---------- DATASET RECORDS ----------
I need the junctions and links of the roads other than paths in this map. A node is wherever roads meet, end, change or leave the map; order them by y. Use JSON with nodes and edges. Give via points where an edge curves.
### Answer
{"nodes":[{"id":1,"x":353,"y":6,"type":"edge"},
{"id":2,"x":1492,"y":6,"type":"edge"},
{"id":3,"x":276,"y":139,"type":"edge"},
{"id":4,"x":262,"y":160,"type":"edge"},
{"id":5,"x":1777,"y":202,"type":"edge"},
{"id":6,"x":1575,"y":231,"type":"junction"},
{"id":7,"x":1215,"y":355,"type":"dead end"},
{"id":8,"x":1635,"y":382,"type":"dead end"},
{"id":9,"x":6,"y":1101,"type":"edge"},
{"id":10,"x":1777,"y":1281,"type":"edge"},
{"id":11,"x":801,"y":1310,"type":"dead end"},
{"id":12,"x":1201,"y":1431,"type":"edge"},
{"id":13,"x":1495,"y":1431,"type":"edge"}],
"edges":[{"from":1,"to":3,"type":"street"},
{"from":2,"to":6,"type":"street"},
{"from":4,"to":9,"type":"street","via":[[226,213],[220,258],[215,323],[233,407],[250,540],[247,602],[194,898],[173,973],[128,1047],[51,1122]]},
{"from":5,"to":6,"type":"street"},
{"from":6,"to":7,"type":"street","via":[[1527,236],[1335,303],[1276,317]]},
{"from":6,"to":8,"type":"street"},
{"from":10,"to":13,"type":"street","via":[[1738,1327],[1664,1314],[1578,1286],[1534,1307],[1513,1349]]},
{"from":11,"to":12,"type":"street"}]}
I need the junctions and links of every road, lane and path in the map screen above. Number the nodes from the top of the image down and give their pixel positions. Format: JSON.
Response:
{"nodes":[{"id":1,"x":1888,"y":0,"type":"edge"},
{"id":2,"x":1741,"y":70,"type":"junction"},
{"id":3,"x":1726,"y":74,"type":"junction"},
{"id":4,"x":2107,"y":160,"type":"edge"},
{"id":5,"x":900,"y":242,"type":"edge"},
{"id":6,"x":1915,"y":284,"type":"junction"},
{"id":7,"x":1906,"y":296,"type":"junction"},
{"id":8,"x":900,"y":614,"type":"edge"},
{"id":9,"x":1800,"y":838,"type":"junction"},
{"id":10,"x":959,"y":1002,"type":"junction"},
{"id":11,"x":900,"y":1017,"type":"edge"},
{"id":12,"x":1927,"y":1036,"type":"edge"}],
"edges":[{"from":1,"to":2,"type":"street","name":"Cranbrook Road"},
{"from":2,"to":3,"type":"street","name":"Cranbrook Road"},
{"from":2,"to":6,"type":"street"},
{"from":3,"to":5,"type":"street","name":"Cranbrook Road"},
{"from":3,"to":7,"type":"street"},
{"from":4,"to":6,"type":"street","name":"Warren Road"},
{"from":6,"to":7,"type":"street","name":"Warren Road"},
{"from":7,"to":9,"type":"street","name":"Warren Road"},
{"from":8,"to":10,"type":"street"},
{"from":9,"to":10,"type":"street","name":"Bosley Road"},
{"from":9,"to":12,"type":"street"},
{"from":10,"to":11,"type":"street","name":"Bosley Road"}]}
----------
* ACTIVITY *
Write out, exactly and with nothing else, the lines of the listing above from its first line through the line with "I need the junctions and links of every".

* TASK RESPONSE *
I need the junctions and links of the roads other than paths in this map. A node is wherever roads meet, end, change or leave the map; order them by y. Use JSON with nodes and edges. Give via points where an edge curves.
### Answer
{"nodes":[{"id":1,"x":353,"y":6,"type":"edge"},
{"id":2,"x":1492,"y":6,"type":"edge"},
{"id":3,"x":276,"y":139,"type":"edge"},
{"id":4,"x":262,"y":160,"type":"edge"},
{"id":5,"x":1777,"y":202,"type":"edge"},
{"id":6,"x":1575,"y":231,"type":"junction"},
{"id":7,"x":1215,"y":355,"type":"dead end"},
{"id":8,"x":1635,"y":382,"type":"dead end"},
{"id":9,"x":6,"y":1101,"type":"edge"},
{"id":10,"x":1777,"y":1281,"type":"edge"},
{"id":11,"x":801,"y":1310,"type":"dead end"},
{"id":12,"x":1201,"y":1431,"type":"edge"},
{"id":13,"x":1495,"y":1431,"type":"edge"}],
"edges":[{"from":1,"to":3,"type":"street"},
{"from":2,"to":6,"type":"street"},
{"from":4,"to":9,"type":"street","via":[[226,213],[220,258],[215,323],[233,407],[250,540],[247,602],[194,898],[173,973],[128,1047],[51,1122]]},
{"from":5,"to":6,"type":"street"},
{"from":6,"to":7,"type":"street","via":[[1527,236],[1335,303],[1276,317]]},
{"from":6,"to":8,"type":"street"},
{"from":10,"to":13,"type":"street","via":[[1738,1327],[1664,1314],[1578,1286],[1534,1307],[1513,1349]]},
{"from":11,"to":12,"type":"street"}]}
I need the junctions and links of every road, lane and path in the map screen above. Number the nodes from the top of the image down and give their pixel positions. Format: JSON.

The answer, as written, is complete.